Big deal? Well, sort of. For whatever reasons, rerunning old advertising is unprecedented. Creative has a super short lifespan. Like cicadas, campaigns appear, create buzz, and then die. Precious few last longer than their first flight. Once gone, even the most successful ad campaigns stay that way. Yes, taglines or other assets get resurrected all the time. But never the ad itself.

Until this one.

What can I say? Of course I’m flattered. But seeing my ad after all these years is also discombobulating. Like running into your ex and her new beau. Altoids was and is so personal to me. I still remember pitching the above headline to my client. In fact, I recall telling them Altoids’ smart and cynical audience would appreciate a quirky word like “inadequate.” The subtle innuendo was highly intended. (As the brand grew, its widening audience would appreciate much sillier copy. But my favorite pieces always remained true to that “smart and cynical” core.)

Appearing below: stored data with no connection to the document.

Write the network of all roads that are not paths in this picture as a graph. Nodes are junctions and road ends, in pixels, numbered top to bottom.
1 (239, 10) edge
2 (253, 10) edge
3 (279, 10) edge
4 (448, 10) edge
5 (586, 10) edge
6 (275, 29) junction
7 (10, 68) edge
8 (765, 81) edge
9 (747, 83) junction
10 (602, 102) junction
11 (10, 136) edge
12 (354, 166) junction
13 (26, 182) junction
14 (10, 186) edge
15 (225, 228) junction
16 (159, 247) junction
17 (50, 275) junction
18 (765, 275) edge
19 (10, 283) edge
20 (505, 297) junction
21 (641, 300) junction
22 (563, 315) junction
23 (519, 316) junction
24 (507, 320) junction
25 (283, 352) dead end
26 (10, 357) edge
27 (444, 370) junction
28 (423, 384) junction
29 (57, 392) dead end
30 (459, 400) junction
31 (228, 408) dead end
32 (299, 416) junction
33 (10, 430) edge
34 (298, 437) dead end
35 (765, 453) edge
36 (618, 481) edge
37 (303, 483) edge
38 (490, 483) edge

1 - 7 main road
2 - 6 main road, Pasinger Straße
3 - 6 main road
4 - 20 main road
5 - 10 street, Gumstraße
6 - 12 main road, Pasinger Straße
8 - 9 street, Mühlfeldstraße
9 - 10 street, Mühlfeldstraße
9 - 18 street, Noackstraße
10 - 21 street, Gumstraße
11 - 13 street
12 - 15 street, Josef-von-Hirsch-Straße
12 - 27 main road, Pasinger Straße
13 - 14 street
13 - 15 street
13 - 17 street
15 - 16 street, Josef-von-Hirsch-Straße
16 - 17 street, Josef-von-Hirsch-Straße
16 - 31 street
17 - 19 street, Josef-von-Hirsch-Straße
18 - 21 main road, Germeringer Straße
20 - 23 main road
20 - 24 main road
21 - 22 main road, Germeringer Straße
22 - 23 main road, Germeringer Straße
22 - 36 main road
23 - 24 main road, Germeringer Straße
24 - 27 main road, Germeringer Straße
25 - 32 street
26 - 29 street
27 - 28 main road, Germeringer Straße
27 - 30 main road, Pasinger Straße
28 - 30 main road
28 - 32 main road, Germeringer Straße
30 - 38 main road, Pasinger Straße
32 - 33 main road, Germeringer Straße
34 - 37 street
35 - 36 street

So, having perhaps lost its way, is Altoids’ advertising returning to its base? Literally. Look, I don’t blame agency and client for rerunning our copy. There’s a whole new generation of “smart and cynical” out there. It’ll be new to them.

Special note: I discovered a website devoted entirely to Altoids advertising. In it, you’ll find “Inadequate” along with all the others, far as I can tell, pretty much in the order we produced them. I have no idea who hosts this site or why. Pretty cool, though.